[Problem to work on]
Find every line below where the word "Forest" occurs. Then say how many there are, giving only the number.

Stored items
◇ ◇ ◇ ◇ ◇
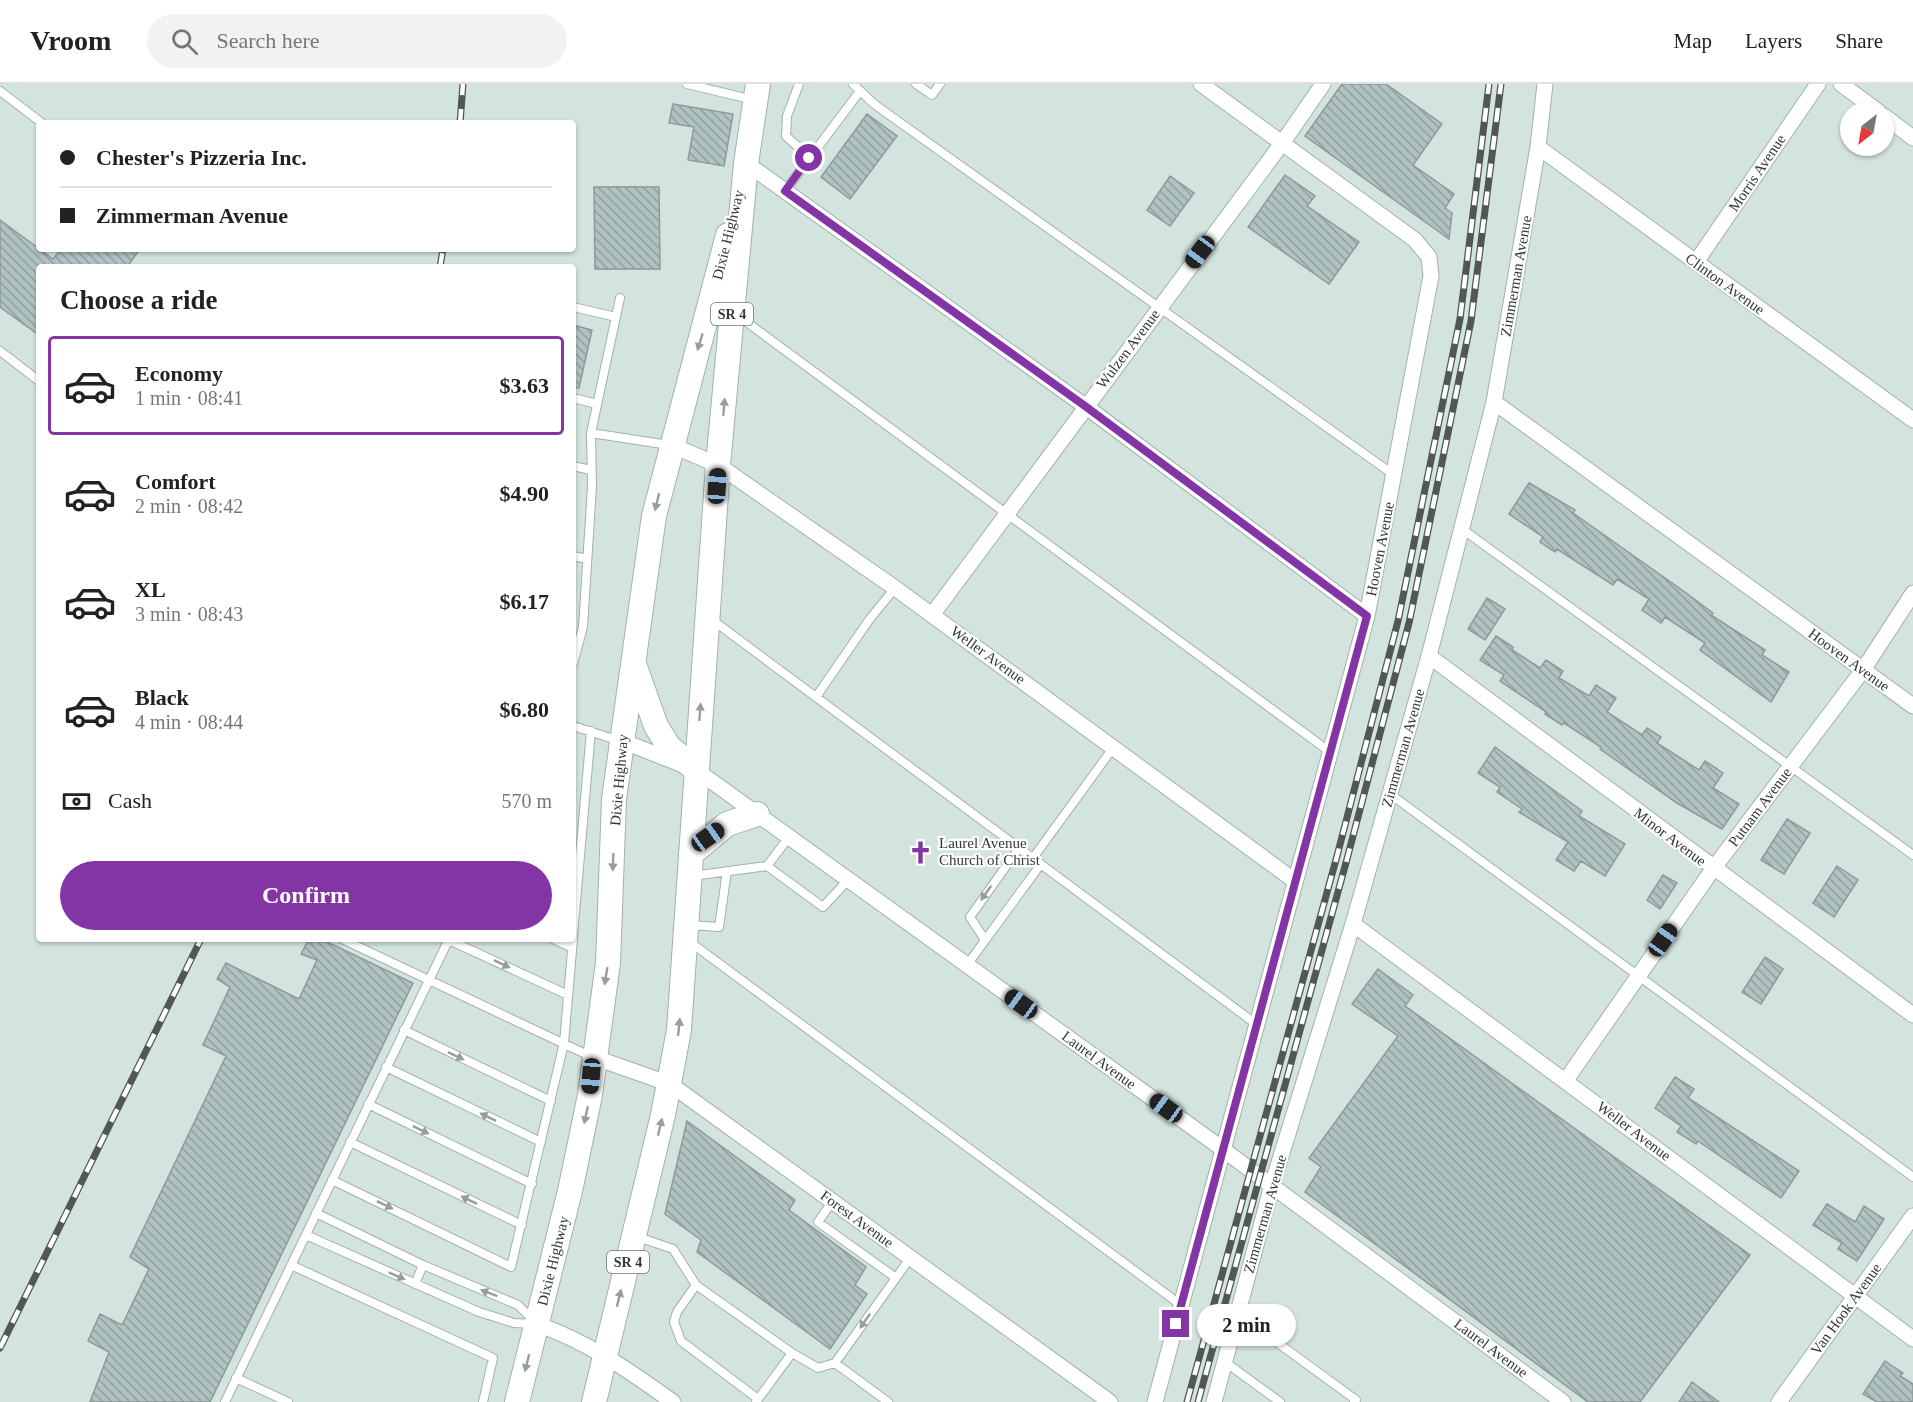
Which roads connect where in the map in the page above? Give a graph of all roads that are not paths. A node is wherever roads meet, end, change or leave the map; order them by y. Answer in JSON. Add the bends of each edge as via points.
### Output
{"nodes":[{"id":1,"x":687,"y":84,"type":"edge"},
{"id":2,"x":800,"y":84,"type":"edge"},
{"id":3,"x":853,"y":84,"type":"edge"},
{"id":4,"x":916,"y":84,"type":"edge"},
{"id":5,"x":940,"y":84,"type":"edge"},
{"id":6,"x":1201,"y":84,"type":"edge"},
{"id":7,"x":1323,"y":84,"type":"edge"},
{"id":8,"x":1545,"y":84,"type":"edge"},
{"id":9,"x":1818,"y":84,"type":"edge"},
{"id":10,"x":1841,"y":84,"type":"edge"},
{"id":11,"x":0,"y":91,"type":"edge"},
{"id":12,"x":860,"y":91,"type":"junction"},
{"id":13,"x":757,"y":92,"type":"edge"},
{"id":14,"x":1865,"y":102,"type":"edge"},
{"id":15,"x":38,"y":120,"type":"edge"},
{"id":16,"x":1894,"y":124,"type":"edge"},
{"id":17,"x":1913,"y":138,"type":"edge"},
{"id":18,"x":1283,"y":142,"type":"junction"},
{"id":19,"x":1538,"y":147,"type":"junction"},
{"id":20,"x":809,"y":158,"type":"junction"},
{"id":21,"x":746,"y":163,"type":"junction"},
{"id":22,"x":785,"y":191,"type":"junction"},
{"id":23,"x":1696,"y":262,"type":"junction"},
{"id":24,"x":620,"y":298,"type":"dead end"},
{"id":25,"x":1159,"y":307,"type":"junction"},
{"id":26,"x":576,"y":308,"type":"edge"},
{"id":27,"x":732,"y":312,"type":"junction"},
{"id":28,"x":616,"y":317,"type":"junction"},
{"id":29,"x":0,"y":351,"type":"edge"},
{"id":30,"x":36,"y":379,"type":"edge"},
{"id":31,"x":576,"y":399,"type":"edge"},
{"id":32,"x":1494,"y":402,"type":"junction"},
{"id":33,"x":597,"y":404,"type":"junction"},
{"id":34,"x":1085,"y":406,"type":"junction"},
{"id":35,"x":1913,"y":420,"type":"edge"},
{"id":36,"x":591,"y":434,"type":"junction"},
{"id":37,"x":671,"y":445,"type":"junction"},
{"id":38,"x":718,"y":465,"type":"junction"},
{"id":39,"x":576,"y":467,"type":"edge"},
{"id":40,"x":591,"y":470,"type":"junction"},
{"id":41,"x":1394,"y":475,"type":"junction"},
{"id":42,"x":1007,"y":512,"type":"junction"},
{"id":43,"x":1462,"y":529,"type":"junction"},
{"id":44,"x":576,"y":557,"type":"edge"},
{"id":45,"x":587,"y":559,"type":"junction"},
{"id":46,"x":895,"y":588,"type":"junction"},
{"id":47,"x":1913,"y":593,"type":"edge"},
{"id":48,"x":932,"y":615,"type":"junction"},
{"id":49,"x":707,"y":616,"type":"junction"},
{"id":50,"x":1367,"y":616,"type":"junction"},
{"id":51,"x":576,"y":653,"type":"edge"},
{"id":52,"x":1429,"y":656,"type":"junction"},
{"id":53,"x":632,"y":660,"type":"junction"},
{"id":54,"x":1863,"y":670,"type":"junction"},
{"id":55,"x":816,"y":697,"type":"junction"},
{"id":56,"x":1913,"y":706,"type":"edge"},
{"id":57,"x":576,"y":727,"type":"edge"},
{"id":58,"x":591,"y":731,"type":"junction"},
{"id":59,"x":622,"y":741,"type":"junction"},
{"id":60,"x":1113,"y":747,"type":"junction"},
{"id":61,"x":1330,"y":752,"type":"junction"},
{"id":62,"x":1790,"y":767,"type":"junction"},
{"id":63,"x":696,"y":770,"type":"junction"},
{"id":64,"x":1390,"y":794,"type":"junction"},
{"id":65,"x":757,"y":814,"type":"junction"},
{"id":66,"x":789,"y":837,"type":"junction"},
{"id":67,"x":1019,"y":848,"type":"junction"},
{"id":68,"x":1913,"y":855,"type":"edge"},
{"id":69,"x":1032,"y":858,"type":"junction"},
{"id":70,"x":1041,"y":864,"type":"junction"},
{"id":71,"x":690,"y":865,"type":"junction"},
{"id":72,"x":767,"y":866,"type":"junction"},
{"id":73,"x":1713,"y":869,"type":"junction"},
{"id":74,"x":728,"y":871,"type":"junction"},
{"id":75,"x":848,"y":880,"type":"junction"},
{"id":76,"x":1294,"y":881,"type":"junction"},
{"id":77,"x":576,"y":903,"type":"edge"},
{"id":78,"x":1353,"y":924,"type":"junction"},
{"id":79,"x":687,"y":932,"type":"junction"},
{"id":80,"x":985,"y":939,"type":"junction"},
{"id":81,"x":348,"y":942,"type":"edge"},
{"id":82,"x":448,"y":942,"type":"edge"},
{"id":83,"x":453,"y":942,"type":"edge"},
{"id":84,"x":559,"y":942,"type":"edge"},
{"id":85,"x":573,"y":942,"type":"edge"},
{"id":86,"x":572,"y":948,"type":"junction"},
{"id":87,"x":967,"y":965,"type":"junction"},
{"id":88,"x":1638,"y":976,"type":"junction"},
{"id":89,"x":428,"y":980,"type":"junction"},
{"id":90,"x":568,"y":995,"type":"junction"},
{"id":91,"x":1913,"y":1015,"type":"edge"},
{"id":92,"x":1256,"y":1024,"type":"junction"},
{"id":93,"x":404,"y":1030,"type":"junction"},
{"id":94,"x":564,"y":1043,"type":"junction"},
{"id":95,"x":593,"y":1057,"type":"junction"},
{"id":96,"x":386,"y":1067,"type":"junction"},
{"id":97,"x":1566,"y":1080,"type":"junction"},
{"id":98,"x":670,"y":1084,"type":"junction"},
{"id":99,"x":550,"y":1101,"type":"junction"},
{"id":100,"x":368,"y":1104,"type":"junction"},
{"id":101,"x":350,"y":1142,"type":"junction"},
{"id":102,"x":541,"y":1142,"type":"junction"},
{"id":103,"x":1223,"y":1149,"type":"junction"},
{"id":104,"x":1913,"y":1177,"type":"edge"},
{"id":105,"x":332,"y":1180,"type":"junction"},
{"id":106,"x":532,"y":1184,"type":"junction"},
{"id":107,"x":1272,"y":1185,"type":"junction"},
{"id":108,"x":832,"y":1202,"type":"junction"},
{"id":109,"x":316,"y":1213,"type":"junction"},
{"id":110,"x":1913,"y":1216,"type":"edge"},
{"id":111,"x":522,"y":1225,"type":"junction"},
{"id":112,"x":306,"y":1235,"type":"junction"},
{"id":113,"x":634,"y":1236,"type":"junction"},
{"id":114,"x":910,"y":1258,"type":"junction"},
{"id":115,"x":423,"y":1264,"type":"junction"},
{"id":116,"x":291,"y":1265,"type":"junction"},
{"id":117,"x":896,"y":1278,"type":"junction"},
{"id":118,"x":415,"y":1284,"type":"junction"},
{"id":119,"x":696,"y":1285,"type":"junction"},
{"id":120,"x":1856,"y":1298,"type":"junction"},
{"id":121,"x":1181,"y":1305,"type":"junction"},
{"id":122,"x":1238,"y":1314,"type":"junction"},
{"id":123,"x":537,"y":1324,"type":"junction"},
{"id":124,"x":1913,"y":1339,"type":"edge"},
{"id":125,"x":792,"y":1353,"type":"junction"},
{"id":126,"x":606,"y":1354,"type":"junction"},
{"id":127,"x":1225,"y":1362,"type":"junction"},
{"id":128,"x":835,"y":1364,"type":"junction"},
{"id":129,"x":236,"y":1378,"type":"junction"},
{"id":130,"x":758,"y":1401,"type":"edge"},
{"id":131,"x":225,"y":1402,"type":"edge"},
{"id":132,"x":288,"y":1402,"type":"edge"},
{"id":133,"x":483,"y":1402,"type":"edge"},
{"id":134,"x":517,"y":1402,"type":"edge"},
{"id":135,"x":594,"y":1402,"type":"edge"},
{"id":136,"x":673,"y":1402,"type":"edge"},
{"id":137,"x":888,"y":1402,"type":"edge"},
{"id":138,"x":1110,"y":1402,"type":"edge"},
{"id":139,"x":1155,"y":1402,"type":"edge"},
{"id":140,"x":1214,"y":1402,"type":"edge"},
{"id":141,"x":1280,"y":1402,"type":"edge"},
{"id":142,"x":1354,"y":1402,"type":"edge"},
{"id":143,"x":1563,"y":1402,"type":"edge"},
{"id":144,"x":1779,"y":1402,"type":"edge"}],
"edges":[{"from":1,"to":13,"type":"lane"},
{"from":2,"to":20,"type":"lane","via":[[787,116],[786,136]]},
{"from":3,"to":12,"type":"lane"},
{"from":4,"to":5,"type":"lane","via":[[932,95]]},
{"from":6,"to":18,"type":"street","name":"Hooven Avenue"},
{"from":7,"to":18,"type":"street","name":"Wulzen Avenue"},
{"from":8,"to":19,"type":"street","name":"Zimmerman Avenue"},
{"from":9,"to":23,"type":"street","name":"Morris Avenue"},
{"from":10,"to":14,"type":"street"},
{"from":11,"to":15,"type":"lane"},
{"from":12,"to":20,"type":"lane"},
{"from":12,"to":25,"type":"lane"},
{"from":13,"to":21,"type":"main road","name":"Dixie Highway","number":"SR 4"},
{"from":16,"to":17,"type":"street"},
{"from":18,"to":25,"type":"street","name":"Wulzen Avenue"},
{"from":18,"to":41,"type":"street","name":"Hooven Avenue","via":[[1415,240],[1429,257],[1431,276]]},
{"from":19,"to":23,"type":"street","name":"Clinton Avenue"},
{"from":19,"to":32,"type":"street","name":"Zimmerman Avenue"},
{"from":20,"to":22,"type":"lane"},
{"from":21,"to":22,"type":"street"},
{"from":21,"to":27,"type":"main road","name":"Dixie Highway","number":"SR 4"},
{"from":21,"to":37,"type":"main road","name":"Dixie Highway","number":"SR 4","one_way":true},
{"from":22,"to":34,"type":"street"},
{"from":23,"to":35,"type":"street","name":"Clinton Avenue"},
{"from":24,"to":28,"type":"lane"},
{"from":25,"to":34,"type":"street","name":"Wulzen Avenue"},
{"from":25,"to":41,"type":"lane"},
{"from":26,"to":28,"type":"lane"},
{"from":38,"to":27,"type":"main road","name":"Dixie Highway","number":"SR 4","one_way":true},
{"from":27,"to":42,"type":"lane"},
{"from":28,"to":33,"type":"lane"},
{"from":29,"to":30,"type":"lane"},
{"from":31,"to":33,"type":"lane"},
{"from":32,"to":43,"type":"street","name":"Zimmerman Avenue"},
{"from":32,"to":54,"type":"street","name":"Hooven Avenue"},
{"from":33,"to":36,"type":"lane"},
{"from":34,"to":42,"type":"street","name":"Wulzen Avenue"},
{"from":34,"to":50,"type":"street"},
{"from":36,"to":37,"type":"lane"},
{"from":36,"to":40,"type":"lane"},
{"from":37,"to":38,"type":"street","name":"Weller Avenue"},
{"from":37,"to":53,"type":"main road","name":"Dixie Highway","number":"SR 4","one_way":true,"via":[[654,516]]},
{"from":38,"to":46,"type":"street","name":"Weller Avenue"},
{"from":38,"to":49,"type":"main road","name":"Dixie Highway","number":"SR 4"},
{"from":39,"to":40,"type":"lane"},
{"from":40,"to":45,"type":"lane"},
{"from":41,"to":50,"type":"street","name":"Hooven Avenue"},
{"from":42,"to":48,"type":"street","name":"Wulzen Avenue"},
{"from":42,"to":61,"type":"lane"},
{"from":43,"to":52,"type":"street","name":"Zimmerman Avenue"},
{"from":43,"to":62,"type":"lane"},
{"from":44,"to":45,"type":"lane"},
{"from":45,"to":51,"type":"lane","via":[[583,627]]},
{"from":46,"to":48,"type":"street","name":"Weller Avenue"},
{"from":46,"to":55,"type":"lane"},
{"from":47,"to":54,"type":"street","name":"Putnam Avenue"},
{"from":48,"to":60,"type":"street","name":"Weller Avenue"},
{"from":49,"to":55,"type":"lane"},
{"from":63,"to":49,"type":"main road","name":"Dixie Highway","number":"SR 4","one_way":true},
{"from":50,"to":61,"type":"street","name":"Hooven Avenue"},
{"from":52,"to":64,"type":"street","name":"Zimmerman Avenue"},
{"from":52,"to":73,"type":"street","name":"Minor Avenue"},
{"from":53,"to":59,"type":"main road","name":"Dixie Highway","number":"SR 4"},
{"from":53,"to":63,"type":"main road","via":[[656,726],[669,747]]},
{"from":54,"to":56,"type":"street","name":"Hooven Avenue"},
{"from":54,"to":62,"type":"street","name":"Putnam Avenue"},
{"from":55,"to":67,"type":"lane"},
{"from":57,"to":58,"type":"lane"},
{"from":58,"to":59,"type":"lane"},
{"from":58,"to":77,"type":"lane"},
{"from":59,"to":63,"type":"street","name":"Laurel Avenue"},
{"from":59,"to":95,"type":"main road","name":"Dixie Highway","number":"SR 4","one_way":true,"via":[[614,799],[608,963]]},
{"from":60,"to":69,"type":"lane"},
{"from":60,"to":76,"type":"street","name":"Weller Avenue"},
{"from":61,"to":76,"type":"street","name":"Hooven Avenue"},
{"from":62,"to":68,"type":"lane"},
{"from":62,"to":73,"type":"street","name":"Putnam Avenue"},
{"from":63,"to":65,"type":"street","name":"Laurel Avenue"},
{"from":63,"to":71,"type":"main road","name":"Dixie Highway","number":"SR 4"},
{"from":64,"to":78,"type":"street","name":"Zimmerman Avenue"},
{"from":64,"to":88,"type":"lane"},
{"from":65,"to":66,"type":"street","name":"Laurel Avenue"},
{"from":65,"to":71,"type":"main road","via":[[727,824]]},
{"from":66,"to":72,"type":"lane"},
{"from":66,"to":75,"type":"street","name":"Laurel Avenue"},
{"from":67,"to":69,"type":"lane"},
{"from":67,"to":80,"type":"lane","one_way":true,"via":[[970,917]]},
{"from":69,"to":70,"type":"lane"},
{"from":70,"to":80,"type":"lane"},
{"from":70,"to":92,"type":"lane"},
{"from":71,"to":74,"type":"lane"},
{"from":71,"to":79,"type":"main road","name":"Dixie Highway","number":"SR 4"},
{"from":72,"to":74,"type":"lane"},
{"from":72,"to":75,"type":"lane","via":[[823,907]]},
{"from":73,"to":88,"type":"street","name":"Putnam Avenue"},
{"from":73,"to":91,"type":"street","name":"Minor Avenue"},
{"from":74,"to":79,"type":"lane","via":[[719,927]]},
{"from":75,"to":87,"type":"street","name":"Laurel Avenue"},
{"from":76,"to":92,"type":"street","name":"Hooven Avenue"},
{"from":78,"to":97,"type":"street","name":"Weller Avenue"},
{"from":78,"to":107,"type":"street","name":"Zimmerman Avenue"},
{"from":98,"to":79,"type":"main road","name":"Dixie Highway","number":"SR 4","one_way":true},
{"from":79,"to":121,"type":"lane"},
{"from":80,"to":87,"type":"lane"},
{"from":81,"to":89,"type":"lane"},
{"from":82,"to":89,"type":"lane"},
{"from":83,"to":90,"type":"lane","one_way":true},
{"from":84,"to":86,"type":"lane"},
{"from":85,"to":86,"type":"lane"},
{"from":86,"to":90,"type":"lane"},
{"from":87,"to":103,"type":"street","name":"Laurel Avenue"},
{"from":88,"to":97,"type":"street","name":"Putnam Avenue"},
{"from":88,"to":104,"type":"lane"},
{"from":89,"to":93,"type":"lane"},
{"from":89,"to":94,"type":"lane"},
{"from":90,"to":94,"type":"lane"},
{"from":92,"to":103,"type":"street","name":"Hooven Avenue"},
{"from":93,"to":96,"type":"lane"},
{"from":93,"to":99,"type":"lane","one_way":true},
{"from":94,"to":95,"type":"lane"},
{"from":94,"to":99,"type":"lane"},
{"from":95,"to":98,"type":"street","name":"Forest Avenue"},
{"from":95,"to":123,"type":"main road","name":"Dixie Highway","number":"SR 4","one_way":true,"via":[[581,1138]]},
{"from":96,"to":100,"type":"lane"},
{"from":102,"to":96,"type":"lane","one_way":true},
{"from":97,"to":120,"type":"street","name":"Weller Avenue"},
{"from":98,"to":108,"type":"street","name":"Forest Avenue"},
{"from":113,"to":98,"type":"main road","name":"Dixie Highway","number":"SR 4","one_way":true},
{"from":99,"to":102,"type":"lane"},
{"from":100,"to":101,"type":"lane"},
{"from":100,"to":106,"type":"lane","one_way":true},
{"from":101,"to":105,"type":"lane"},
{"from":111,"to":101,"type":"lane","one_way":true},
{"from":102,"to":106,"type":"lane"},
{"from":103,"to":107,"type":"street","name":"Laurel Avenue"},
{"from":103,"to":121,"type":"street"},
{"from":105,"to":109,"type":"lane"},
{"from":105,"to":111,"type":"lane","one_way":true,"via":[[511,1267]]},
{"from":106,"to":111,"type":"lane"},
{"from":107,"to":122,"type":"street","name":"Zimmerman Avenue"},
{"from":107,"to":143,"type":"street","name":"Laurel Avenue"},
{"from":108,"to":114,"type":"street","name":"Forest Avenue"},
{"from":108,"to":117,"type":"lane","via":[[818,1222]]},
{"from":109,"to":112,"type":"lane"},
{"from":109,"to":115,"type":"lane"},
{"from":110,"to":120,"type":"street","name":"Van Hook Avenue"},
{"from":112,"to":116,"type":"lane"},
{"from":112,"to":118,"type":"lane","one_way":true},
{"from":113,"to":119,"type":"lane","via":[[673,1249]]},
{"from":126,"to":113,"type":"main road","name":"Dixie Highway","number":"SR 4","one_way":true},
{"from":114,"to":117,"type":"lane"},
{"from":114,"to":138,"type":"street","name":"Forest Avenue"},
{"from":115,"to":118,"type":"lane"},
{"from":123,"to":115,"type":"lane","one_way":true,"via":[[518,1305]]},
{"from":116,"to":129,"type":"lane"},
{"from":116,"to":133,"type":"lane","via":[[493,1358]]},
{"from":117,"to":128,"type":"lane","one_way":true},
{"from":118,"to":123,"type":"lane","via":[[478,1312],[514,1323]]},
{"from":119,"to":125,"type":"lane"},
{"from":119,"to":130,"type":"lane","via":[[674,1322],[681,1341]]},
{"from":120,"to":124,"type":"street","name":"Weller Avenue"},
{"from":120,"to":144,"type":"street","name":"Van Hook Avenue"},
{"from":121,"to":139,"type":"street"},
{"from":122,"to":127,"type":"street","name":"Zimmerman Avenue"},
{"from":122,"to":142,"type":"lane"},
{"from":123,"to":126,"type":"street"},
{"from":123,"to":134,"type":"main road","name":"Dixie Highway","number":"SR 4","one_way":true},
{"from":125,"to":128,"type":"lane","via":[[818,1368]]},
{"from":125,"to":130,"type":"lane"},
{"from":126,"to":135,"type":"main road","name":"Dixie Highway","number":"SR 4"},
{"from":126,"to":136,"type":"street"},
{"from":127,"to":140,"type":"street","name":"Zimmerman Avenue"},
{"from":127,"to":141,"type":"lane"},
{"from":128,"to":137,"type":"lane"},
{"from":129,"to":131,"type":"lane"},
{"from":129,"to":132,"type":"lane"}]}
◇ ◇ ◇ ◇ ◇
[Output below]
4